(EXCERPTED DATA)

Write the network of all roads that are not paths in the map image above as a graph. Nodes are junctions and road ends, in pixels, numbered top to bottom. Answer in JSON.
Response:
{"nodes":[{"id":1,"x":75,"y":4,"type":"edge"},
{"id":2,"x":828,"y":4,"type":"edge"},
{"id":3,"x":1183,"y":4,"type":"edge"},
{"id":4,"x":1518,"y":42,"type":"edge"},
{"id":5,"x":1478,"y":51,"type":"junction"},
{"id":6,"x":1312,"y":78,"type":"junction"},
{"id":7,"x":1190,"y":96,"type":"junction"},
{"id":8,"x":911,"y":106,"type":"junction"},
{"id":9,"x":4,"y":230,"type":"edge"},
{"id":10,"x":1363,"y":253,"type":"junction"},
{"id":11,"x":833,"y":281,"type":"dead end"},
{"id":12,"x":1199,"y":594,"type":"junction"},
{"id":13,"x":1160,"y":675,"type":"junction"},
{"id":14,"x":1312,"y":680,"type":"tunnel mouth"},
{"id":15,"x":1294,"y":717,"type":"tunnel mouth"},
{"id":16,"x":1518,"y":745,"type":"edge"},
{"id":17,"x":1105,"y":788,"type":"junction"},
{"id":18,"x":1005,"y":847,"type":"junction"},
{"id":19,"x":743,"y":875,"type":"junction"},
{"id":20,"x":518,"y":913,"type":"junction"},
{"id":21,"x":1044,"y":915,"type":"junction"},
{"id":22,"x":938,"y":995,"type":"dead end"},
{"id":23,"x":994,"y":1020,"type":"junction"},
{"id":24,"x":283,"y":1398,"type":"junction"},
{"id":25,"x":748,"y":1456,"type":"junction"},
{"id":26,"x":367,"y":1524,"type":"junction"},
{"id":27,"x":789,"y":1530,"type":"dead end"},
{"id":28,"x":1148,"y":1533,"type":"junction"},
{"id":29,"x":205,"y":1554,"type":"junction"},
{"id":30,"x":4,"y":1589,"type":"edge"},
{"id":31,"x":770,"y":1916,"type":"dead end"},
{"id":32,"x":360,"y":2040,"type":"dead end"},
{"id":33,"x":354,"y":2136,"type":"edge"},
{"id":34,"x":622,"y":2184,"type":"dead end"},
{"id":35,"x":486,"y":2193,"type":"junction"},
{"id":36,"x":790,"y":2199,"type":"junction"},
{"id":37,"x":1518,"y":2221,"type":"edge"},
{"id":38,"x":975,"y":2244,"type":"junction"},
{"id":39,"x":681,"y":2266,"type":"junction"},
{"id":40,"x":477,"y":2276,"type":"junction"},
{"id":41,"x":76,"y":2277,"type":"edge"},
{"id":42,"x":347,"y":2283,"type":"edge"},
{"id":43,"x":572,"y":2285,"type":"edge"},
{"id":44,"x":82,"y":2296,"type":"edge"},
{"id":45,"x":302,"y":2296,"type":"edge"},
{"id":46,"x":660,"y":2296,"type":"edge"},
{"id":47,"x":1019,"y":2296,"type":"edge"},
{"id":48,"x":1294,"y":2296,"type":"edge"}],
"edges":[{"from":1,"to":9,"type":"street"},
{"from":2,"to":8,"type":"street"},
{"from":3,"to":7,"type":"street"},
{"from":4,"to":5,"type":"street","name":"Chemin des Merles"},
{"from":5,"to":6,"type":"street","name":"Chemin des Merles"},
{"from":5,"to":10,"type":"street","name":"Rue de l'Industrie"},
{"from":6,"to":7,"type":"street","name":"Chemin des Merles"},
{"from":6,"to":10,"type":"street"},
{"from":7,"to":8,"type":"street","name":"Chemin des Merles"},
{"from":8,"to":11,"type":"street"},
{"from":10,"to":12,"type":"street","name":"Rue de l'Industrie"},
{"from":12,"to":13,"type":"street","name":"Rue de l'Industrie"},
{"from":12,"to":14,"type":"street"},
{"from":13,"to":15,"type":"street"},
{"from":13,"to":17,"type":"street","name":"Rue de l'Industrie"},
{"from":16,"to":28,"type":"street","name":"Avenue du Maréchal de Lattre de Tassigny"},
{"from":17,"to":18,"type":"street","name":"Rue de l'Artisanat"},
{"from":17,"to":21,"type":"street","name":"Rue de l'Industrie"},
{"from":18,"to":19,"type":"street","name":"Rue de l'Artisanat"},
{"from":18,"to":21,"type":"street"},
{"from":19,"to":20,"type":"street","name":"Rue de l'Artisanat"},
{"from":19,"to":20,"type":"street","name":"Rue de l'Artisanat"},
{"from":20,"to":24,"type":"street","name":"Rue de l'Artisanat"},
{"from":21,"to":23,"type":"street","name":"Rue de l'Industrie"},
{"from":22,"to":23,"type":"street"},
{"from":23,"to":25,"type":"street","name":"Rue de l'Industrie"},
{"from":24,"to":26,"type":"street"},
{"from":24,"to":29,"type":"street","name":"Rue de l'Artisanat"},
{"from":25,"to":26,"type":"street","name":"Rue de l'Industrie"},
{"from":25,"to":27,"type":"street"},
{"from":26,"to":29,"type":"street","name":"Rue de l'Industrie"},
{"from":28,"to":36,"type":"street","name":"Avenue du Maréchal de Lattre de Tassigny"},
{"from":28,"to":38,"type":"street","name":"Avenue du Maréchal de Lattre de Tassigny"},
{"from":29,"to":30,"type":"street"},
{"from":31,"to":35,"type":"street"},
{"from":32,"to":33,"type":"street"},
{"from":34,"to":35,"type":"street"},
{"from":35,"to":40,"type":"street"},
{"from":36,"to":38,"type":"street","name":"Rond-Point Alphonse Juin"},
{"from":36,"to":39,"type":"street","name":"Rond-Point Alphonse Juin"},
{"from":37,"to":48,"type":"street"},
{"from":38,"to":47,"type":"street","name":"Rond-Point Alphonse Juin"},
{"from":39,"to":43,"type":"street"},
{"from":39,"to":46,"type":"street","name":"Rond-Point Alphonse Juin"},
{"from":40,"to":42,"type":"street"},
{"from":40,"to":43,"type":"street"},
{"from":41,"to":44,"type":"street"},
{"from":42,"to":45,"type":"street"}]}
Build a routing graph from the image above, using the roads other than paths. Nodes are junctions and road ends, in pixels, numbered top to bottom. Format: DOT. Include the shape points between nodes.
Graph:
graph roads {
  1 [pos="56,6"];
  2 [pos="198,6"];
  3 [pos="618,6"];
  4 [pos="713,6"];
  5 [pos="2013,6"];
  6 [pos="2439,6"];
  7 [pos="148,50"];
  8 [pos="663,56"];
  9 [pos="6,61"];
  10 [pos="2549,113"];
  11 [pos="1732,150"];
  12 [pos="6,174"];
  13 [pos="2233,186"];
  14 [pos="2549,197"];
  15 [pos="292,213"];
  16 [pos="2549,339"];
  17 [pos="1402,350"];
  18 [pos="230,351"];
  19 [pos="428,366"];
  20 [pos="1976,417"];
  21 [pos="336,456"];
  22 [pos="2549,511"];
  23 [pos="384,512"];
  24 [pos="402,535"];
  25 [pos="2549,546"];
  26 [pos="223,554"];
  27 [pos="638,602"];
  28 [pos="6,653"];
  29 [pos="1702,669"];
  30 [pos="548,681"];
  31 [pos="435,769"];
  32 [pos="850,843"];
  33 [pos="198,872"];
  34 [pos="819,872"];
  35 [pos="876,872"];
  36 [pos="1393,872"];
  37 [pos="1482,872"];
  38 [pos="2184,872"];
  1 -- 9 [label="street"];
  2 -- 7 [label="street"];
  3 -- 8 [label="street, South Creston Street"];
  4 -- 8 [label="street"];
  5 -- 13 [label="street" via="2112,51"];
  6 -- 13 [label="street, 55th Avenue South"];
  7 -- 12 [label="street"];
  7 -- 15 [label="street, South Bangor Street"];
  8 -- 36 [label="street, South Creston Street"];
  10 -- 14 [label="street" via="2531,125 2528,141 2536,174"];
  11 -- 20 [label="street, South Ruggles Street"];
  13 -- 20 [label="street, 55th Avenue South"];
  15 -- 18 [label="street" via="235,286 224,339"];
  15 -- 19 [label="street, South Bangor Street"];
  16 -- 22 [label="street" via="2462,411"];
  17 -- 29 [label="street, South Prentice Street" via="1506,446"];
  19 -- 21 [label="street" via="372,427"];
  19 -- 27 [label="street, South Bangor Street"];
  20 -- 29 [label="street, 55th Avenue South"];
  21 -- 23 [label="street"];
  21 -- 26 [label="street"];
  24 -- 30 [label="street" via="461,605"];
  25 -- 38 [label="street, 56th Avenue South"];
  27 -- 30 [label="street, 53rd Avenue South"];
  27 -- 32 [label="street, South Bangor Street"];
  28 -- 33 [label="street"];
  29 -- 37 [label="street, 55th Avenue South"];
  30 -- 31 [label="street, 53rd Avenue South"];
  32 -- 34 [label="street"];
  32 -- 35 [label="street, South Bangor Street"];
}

(End EXCERPTED DATA)

:: WORK TASK ::
Search the records for the word "roads". Copy each line where it appears.

:: RESULT OF THE TASK ::
Write the network of all roads that are not paths in the map image above as a graph. Nodes are junctions and road ends, in pixels, numbered top to bottom. Answer in JSON.
Build a routing graph from the image above, using the roads other than paths. Nodes are junctions and road ends, in pixels, numbered top to bottom. Format: DOT. Include the shape points between nodes.
graph roads {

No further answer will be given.